Metrics of Risk Associated with Defects Rediscovery

TL;DR

This paper introduces a set of risk metrics for quantifying the impact of software defect rediscovery, aiding stakeholders in quality assurance, resource allocation, and risk assessment, validated through an industrial case study.

Contribution

It presents novel risk metrics based on advanced statistical models to quantify defect rediscovery risks in software engineering.

Findings

Metrics effectively quantify rediscovery risks

Validation confirms applicability to industrial data

Supports stakeholders in decision-making

Abstract

Software defects rediscovered by a large number of customers affect various stakeholders and may: 1) hint at gaps in a software manufacturer's Quality Assurance (QA) processes, 2) lead to an over-load of a software manufacturer's support and maintenance teams, and 3) consume customers' resources, leading to a loss of reputation and a decrease in sales.

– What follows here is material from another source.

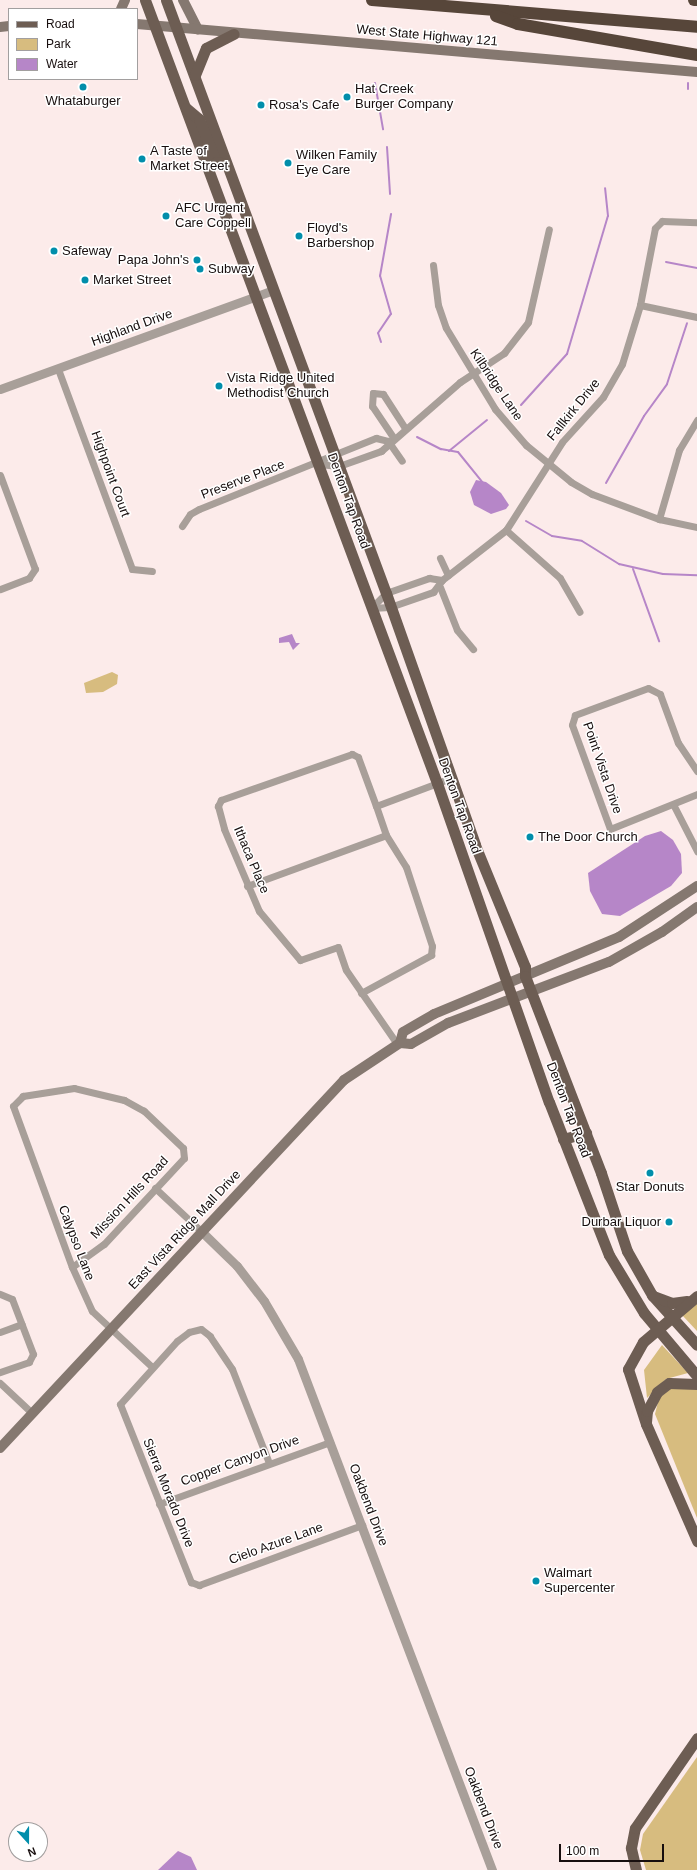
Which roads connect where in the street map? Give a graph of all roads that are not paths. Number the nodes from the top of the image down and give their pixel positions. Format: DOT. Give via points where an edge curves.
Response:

Quantifying risk associated with the rediscovery of defects can help all of these stake-holders. In this chapter we present a set of metrics needed to quantify the risks. The metrics are designed to help: 1) the QA team to assess their processes; 2) the support and maintenance teams to allocate their resources; and 3) the customers to assess the risk associated with using the software product. The paper includes a validation case study which applies the risk metrics to industrial data. To calculate the metrics we use mathematical instruments like the heavy-tailed Kappa distribution and the G/M/k queuing model.